Oligomeric proanthocyanidins (OPCs), condensed tannins found plentiful in grape seeds and berries, have higher bioavailability and therapeutic benefits due to their low degree of polymerization. Recent evidence places OPCs as effective modulators of cancer stem cell (CSC) plasticity and tumor growth. Mechanistically, OPCs orchestrate multi-pathway inhibition by destabilizing Wnt/β-catenin, Notch, PI3K/Akt/mTOR, JAK/STAT3, and Hedgehog pathways, triggering β-catenin degradation, silencing stemness regulators (OCT4, NANOG, SOX2), and stimulating tumor-suppressive microRNAs (miR-200, miR-34a). Furthermore, OPCs reorganize the tumor microenvironment by suppressing CSC markers (CD44, CD133, ALDH1, EpCAM) and reconstituting immune surveillance. Preclinical in-vitro and in-vivo models in colorectal, breast, and prostate cancers show OPC-mediated CSC elimination, apoptosis, and chemosensitization with minimal systemic toxicity.
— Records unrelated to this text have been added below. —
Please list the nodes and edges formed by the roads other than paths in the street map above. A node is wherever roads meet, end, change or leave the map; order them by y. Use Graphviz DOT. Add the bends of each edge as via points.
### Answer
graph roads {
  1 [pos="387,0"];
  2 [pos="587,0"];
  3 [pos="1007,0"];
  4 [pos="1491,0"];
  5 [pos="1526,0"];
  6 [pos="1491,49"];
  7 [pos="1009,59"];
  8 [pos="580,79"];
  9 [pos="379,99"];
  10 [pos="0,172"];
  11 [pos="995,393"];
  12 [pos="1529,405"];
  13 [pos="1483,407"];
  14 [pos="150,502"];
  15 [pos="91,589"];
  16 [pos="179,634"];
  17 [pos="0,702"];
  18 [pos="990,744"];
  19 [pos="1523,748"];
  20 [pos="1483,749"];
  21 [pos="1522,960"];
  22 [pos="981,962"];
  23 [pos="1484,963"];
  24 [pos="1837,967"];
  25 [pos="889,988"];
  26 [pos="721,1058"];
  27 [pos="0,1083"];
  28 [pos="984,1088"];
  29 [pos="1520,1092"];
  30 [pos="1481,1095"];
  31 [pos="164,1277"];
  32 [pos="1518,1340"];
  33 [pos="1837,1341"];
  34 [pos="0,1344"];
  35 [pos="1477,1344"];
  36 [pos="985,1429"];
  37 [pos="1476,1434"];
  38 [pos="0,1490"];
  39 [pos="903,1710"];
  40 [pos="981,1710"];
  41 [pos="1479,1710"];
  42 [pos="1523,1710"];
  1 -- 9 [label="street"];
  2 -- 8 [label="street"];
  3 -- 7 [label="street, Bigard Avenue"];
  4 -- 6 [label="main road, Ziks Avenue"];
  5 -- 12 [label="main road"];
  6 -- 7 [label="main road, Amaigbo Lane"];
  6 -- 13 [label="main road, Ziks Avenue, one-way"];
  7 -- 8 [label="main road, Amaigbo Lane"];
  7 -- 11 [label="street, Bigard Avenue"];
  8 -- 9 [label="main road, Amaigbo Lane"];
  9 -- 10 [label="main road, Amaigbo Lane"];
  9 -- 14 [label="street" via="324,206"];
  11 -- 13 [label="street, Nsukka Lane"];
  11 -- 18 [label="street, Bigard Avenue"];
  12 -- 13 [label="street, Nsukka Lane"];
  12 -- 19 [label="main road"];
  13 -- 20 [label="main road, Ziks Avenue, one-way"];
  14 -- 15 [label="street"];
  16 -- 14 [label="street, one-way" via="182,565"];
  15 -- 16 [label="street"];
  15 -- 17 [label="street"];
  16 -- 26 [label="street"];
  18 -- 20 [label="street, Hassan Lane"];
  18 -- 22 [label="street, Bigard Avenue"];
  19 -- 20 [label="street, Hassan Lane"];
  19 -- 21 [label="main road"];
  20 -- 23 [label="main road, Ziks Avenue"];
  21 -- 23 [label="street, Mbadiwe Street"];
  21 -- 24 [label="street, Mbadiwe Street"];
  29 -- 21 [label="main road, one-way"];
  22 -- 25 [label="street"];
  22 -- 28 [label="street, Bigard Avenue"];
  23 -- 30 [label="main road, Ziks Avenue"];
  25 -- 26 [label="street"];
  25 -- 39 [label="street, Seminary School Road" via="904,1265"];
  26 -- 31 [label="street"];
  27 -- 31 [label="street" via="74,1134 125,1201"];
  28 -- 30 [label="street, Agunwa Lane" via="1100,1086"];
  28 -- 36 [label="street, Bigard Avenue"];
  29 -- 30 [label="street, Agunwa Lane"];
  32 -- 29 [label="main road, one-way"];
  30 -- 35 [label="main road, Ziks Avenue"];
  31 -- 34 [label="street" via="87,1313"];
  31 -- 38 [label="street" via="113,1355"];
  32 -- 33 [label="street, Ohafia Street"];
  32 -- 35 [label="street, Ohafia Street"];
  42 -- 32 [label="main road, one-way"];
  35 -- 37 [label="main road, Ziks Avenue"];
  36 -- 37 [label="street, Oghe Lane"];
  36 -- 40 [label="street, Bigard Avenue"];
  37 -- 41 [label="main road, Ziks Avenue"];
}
Emerging advances-redox-sensitive and pH-sensitive nanocarriers, exosome-based delivery, Clustered Regularly Interspaced Short Palindromic Repeats (CRISPR)-Cas9 functional screens, and patient-derived organoids-present revolutionary solutions to overcome bioavailability bottlenecks and deliver precision-targeted therapies. These advances highlight the promise of OPCs as next-generation, multi-targeted anti-CSC oncology therapeutics.